The ransomware outbreak has coincided just as the value of Bitcoins has risen. At this moment, Bitcoin is more valuable than gold. This month, Bitcoin has risen 55% to $1,900 - $600 more than gold’s current trading value. Even though Bitcoin has a wide range of legitimate applications, it has become a popular hangout for cyber criminals on account of its emphasis on user anonymity. The currency mining process of Bitcoin is completely unregulated, and as a result, there are a substantial number of users utilizing the system for criminal activity. It remains to be seen if the ransomware hackers will be caught. Unfortunately, we will continue to see similar attacks in the future, so companies must remain vigilant.
Cisco Cuts Over 1,000 Jobs
On Wednesday, Cisco announced that it would be cutting 1,100 jobs as part of a restructuring plan. The announcement coincided with the negative sales growth of Cisco’s third fiscal 2017 quarter, which revealed a consistent 1% yearly decline to $11.9 billion. Cisco’s stock dropped by 8%, the largest drop since November 2013. According to Garner, Cisco’s overall server sales are down with Dell and HPE leading the market. Most of Cisco’s UCS revenue comes from blade server sales and not rack severs. Cisco’s 2017 cuts have come as part of an overall period of decline. In August 2016 5,500 jobs were cut due to a decrease in expected profits.
It’s hard to know what this decline means for the future of Cisco, as the company has been actively investing in the cloud computing and artificial intelligence markets for some time. Such moves will surely pay dividends in the future, so the downsizing appears to have been a tactical decision to wait until they have solidified their brand penetration into newer software markets. This episode highlights that even industry giants can fall on hard times in todays diversified and fast-paced market. Social media giant Snapchat saw shares falling 25% in value this month even after Snapchat was valued at $28 billion earlier this year. Clearly, even the largest organizations are not immune to market fluctuations.
UK Government Reaffirms Commitment to Internet Regulation
The release of the Conservative manifesto this week highlighted the UK Conservative party’s commitment to further regulate the internet with a ‘digital charter’ to determine how to protect users from offensive content. If successful at the ballot box, the manifesto would seek to facilitate the creation of tools to allow young people to delete their social media history when they turn 19 and to also keep pornography out of the reach of children. In addition, the manifesto directly addresses critics that argue the government should not have the ability to regulate the internet stating, ‘it is for government not private companies, to protect the security of people and to ensure the fairness of the rules by which people and businesses abide’. Laying out the plans comprehensively, the manifesto indicates an interest in leading an international drive towards further internet regulation and a ‘new revolution’.

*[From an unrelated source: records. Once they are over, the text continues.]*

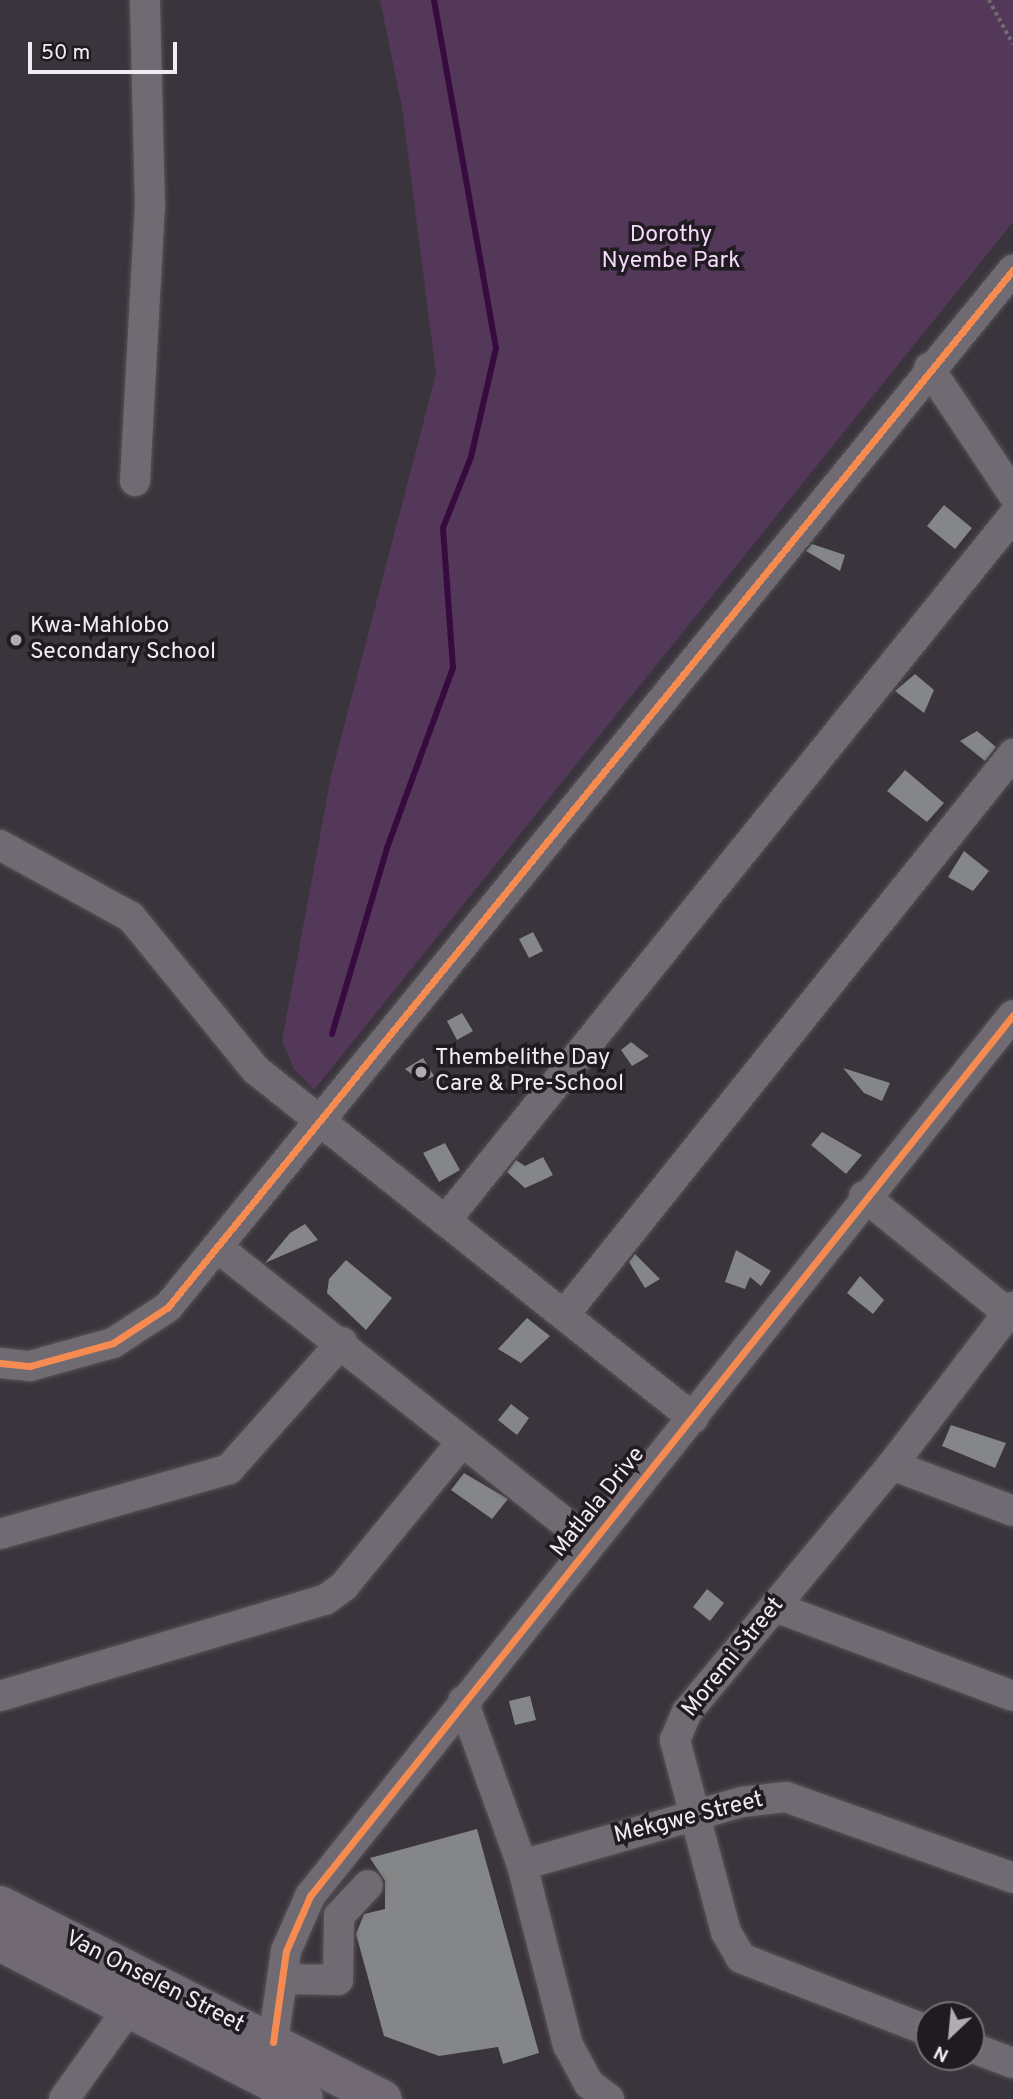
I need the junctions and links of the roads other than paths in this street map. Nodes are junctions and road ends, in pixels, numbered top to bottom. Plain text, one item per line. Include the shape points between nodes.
1 (145, 0) edge
2 (1013, 270) edge
3 (929, 368) junction
4 (135, 481) dead end
5 (1013, 494) edge
6 (1013, 516) edge
7 (1013, 754) edge
8 (0, 845) edge
9 (1013, 1015) edge
10 (321, 1120) junction
11 (864, 1196) junction
12 (445, 1221) junction
13 (217, 1247) junction
14 (1011, 1312) edge
15 (564, 1315) junction
16 (342, 1342) junction
17 (0, 1363) edge
18 (693, 1418) junction
19 (462, 1442) junction
20 (891, 1465) junction
21 (1013, 1511) edge
22 (0, 1534) edge
23 (591, 1543) junction
24 (775, 1607) junction
25 (0, 1696) edge
26 (1013, 1696) edge
27 (463, 1701) junction
28 (694, 1815) junction
29 (522, 1865) junction
30 (1013, 1878) edge
31 (368, 1885) dead end
32 (0, 1905) edge
33 (0, 1942) edge
34 (282, 1979) junction
35 (138, 1995) junction
36 (915, 2026) edge
37 (273, 2042) junction
38 (985, 2052) edge
39 (1013, 2063) edge
40 (377, 2097) edge
41 (64, 2099) edge
42 (304, 2099) edge
43 (609, 2099) edge

1 - 4 street via 150,208
2 - 3 street
3 - 5 street
3 - 10 street
6 - 12 street
7 - 15 street
8 - 10 street via 131,917 231,1046
9 - 11 street, Matlala Drive
10 - 12 street
10 - 13 street
11 - 14 street
11 - 18 street, Matlala Drive
12 - 15 street
13 - 16 street
13 - 17 street via 145,1328 58,1359
14 - 20 street, Moremi Street
15 - 18 street
16 - 19 street
16 - 22 street via 229,1469
18 - 23 street, Matlala Drive
19 - 23 street
19 - 25 street via 344,1586 325,1600
20 - 21 street
20 - 24 street, Moremi Street
23 - 27 street, Matlala Drive
24 - 26 street
24 - 28 street, Moremi Street via 680,1725 675,1755
27 - 29 street
27 - 34 street, Matlala Drive via 310,1896 290,1935
28 - 29 street, Mekgwe Street
28 - 30 street, Mekgwe Street via 786,1797
28 - 36 street, Moremi Street via 726,1932 741,1958
29 - 43 street via 568,2045 589,2084
31 - 34 street via 339,1916 338,1980
32 - 35 main road, Van Onselen Street
33 - 35 main road, Van Onselen Street
34 - 37 street, Matlala Drive
35 - 37 main road, Van Onselen Street
35 - 41 street
35 - 42 main road, Van Onselen Street
37 - 40 main road, Van Onselen Street
38 - 39 street

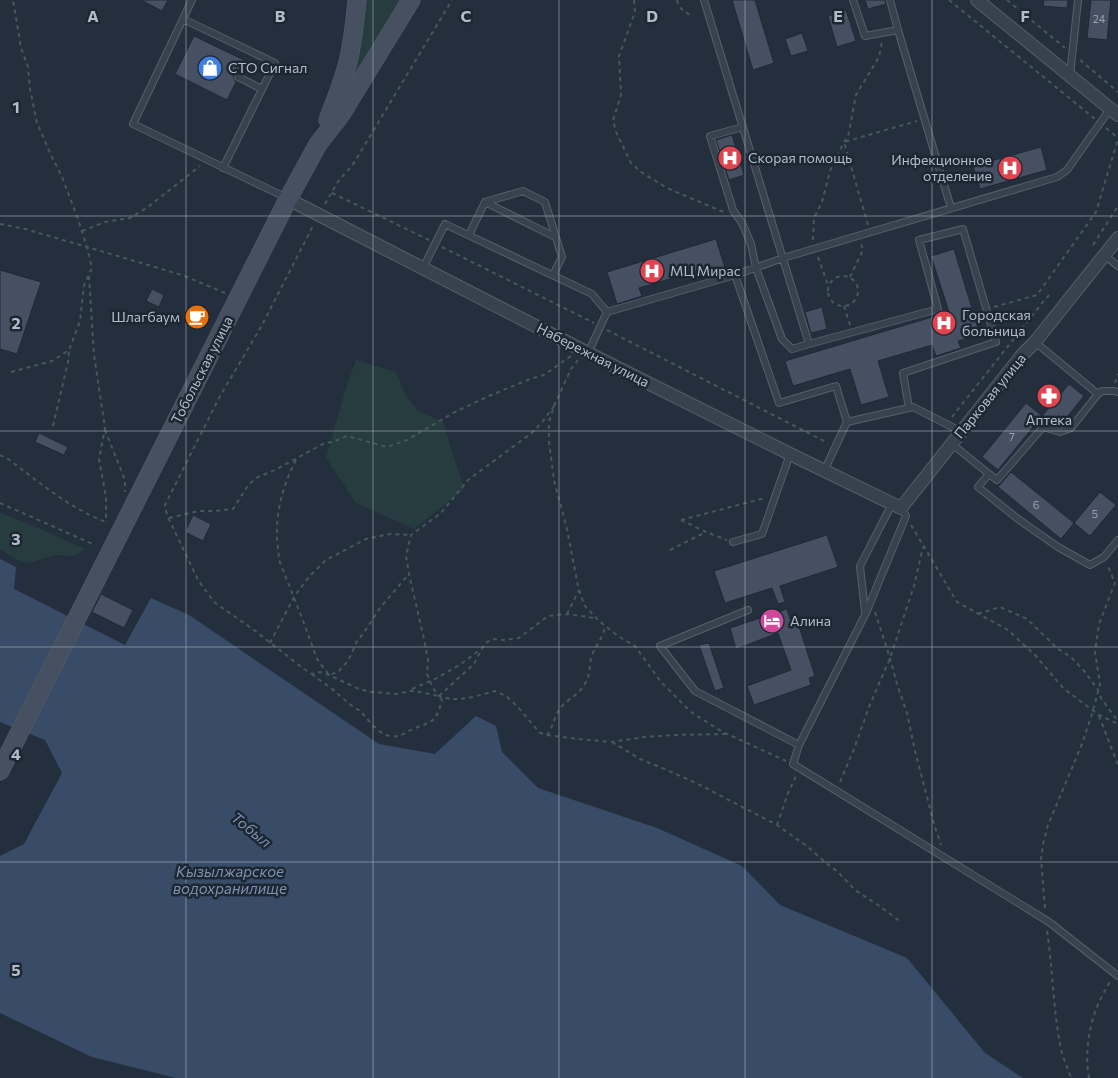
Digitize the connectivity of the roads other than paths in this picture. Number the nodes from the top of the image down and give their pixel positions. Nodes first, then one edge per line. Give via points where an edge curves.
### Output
1 (192, 0) edge
2 (356, 0) edge
3 (411, 0) edge
4 (704, 0) edge
5 (853, 0) edge
6 (890, 0) edge
7 (977, 0) edge
8 (1078, 0) edge
9 (183, 19) junction
10 (898, 30) junction
11 (1070, 76) junction
12 (238, 77) dead end
13 (262, 89) junction
14 (1114, 112) edge
15 (742, 127) junction
16 (318, 144) junction
17 (223, 168) junction
18 (288, 199) junction
19 (485, 202) junction
20 (951, 208) junction
21 (469, 235) junction
22 (555, 237) junction
23 (1118, 238) edge
24 (1104, 255) junction
25 (783, 258) junction
26 (1118, 266) edge
27 (423, 268) junction
28 (756, 268) junction
29 (554, 275) junction
30 (734, 276) junction
31 (608, 312) junction
32 (1035, 342) junction
33 (809, 344) junction
34 (583, 355) junction
35 (1118, 392) edge
36 (1098, 394) junction
37 (909, 408) junction
38 (846, 422) junction
39 (962, 432) junction
40 (952, 444) junction
41 (790, 454) junction
42 (824, 471) junction
43 (989, 474) junction
44 (899, 509) junction
45 (1118, 540) edge
46 (733, 542) road end
47 (748, 610) dead end
48 (866, 613) junction
49 (799, 745) junction
50 (0, 771) edge
51 (1116, 975) edge

1 - 9 lane
2 - 16 street via 348,63
3 - 16 street via 340,116
4 - 15 lane
5 - 10 lane via 865,36
6 - 10 lane
7 - 11 street
8 - 11 lane
9 - 13 lane via 274,63
9 - 17 lane via 134,124
10 - 20 lane
11 - 14 street
12 - 13 lane
13 - 17 lane
14 - 20 lane via 1100,124 1067,170 1057,177
15 - 25 lane
15 - 28 lane via 710,136 733,210 751,244
16 - 18 street, Тобольская улица
17 - 18 lane
18 - 27 street, Набережная улица
18 - 50 street, Тобольская улица via 238,298 114,525 88,598
19 - 21 lane
19 - 22 lane
19 - 22 lane via 524,191 545,202
20 - 25 lane
21 - 27 lane via 445,224
21 - 29 lane
22 - 29 lane via 562,257
23 - 24 street, Парковая улица
24 - 26 lane
24 - 32 street, Парковая улица
25 - 28 lane
25 - 33 lane
27 - 34 street, Набережная улица
28 - 30 lane
28 - 33 lane via 782,339 792,349
29 - 31 lane via 592,294
30 - 31 lane
30 - 38 lane via 779,403 836,386
31 - 34 lane
32 - 36 lane
32 - 39 street, Парковая улица
33 - 37 lane via 938,309 919,240 964,229 996,342 903,373
34 - 41 street, Набережная улица
35 - 36 lane via 1102,391
36 - 43 lane via 1071,428 1060,432 1043,426 997,480
37 - 38 lane
37 - 39 lane via 913,407
38 - 42 lane
39 - 40 street, Парковая улица
40 - 43 lane
40 - 44 street, Парковая улица
41 - 42 street, Набережная улица
41 - 46 lane via 762,534
42 - 44 street, Набережная улица
43 - 45 lane via 978,487 1058,547 1090,564 1104,557
44 - 48 lane
44 - 48 lane via 860,566
47 - 49 lane via 660,646 694,691
48 - 49 lane
49 - 51 lane via 792,764 1046,920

In addition to the increase in censorship, the manifesto declared that it would be “pushing internet companies to deliver on their commitments to develop technical tools to identify and remove terrorist propaganda”. In practice this means that firms who take a laissez faire attitude towards offensive content will be subjected to penalties if they fail to comply with the proposed legislation. A sanctions regime would be used to “ensure compliance” with fines handed out to companies who fail to comply with the law. If Conservatives win the election, it will be interesting to see how far they embrace internet regulation in the futur and whether other countries in Europe follow suit.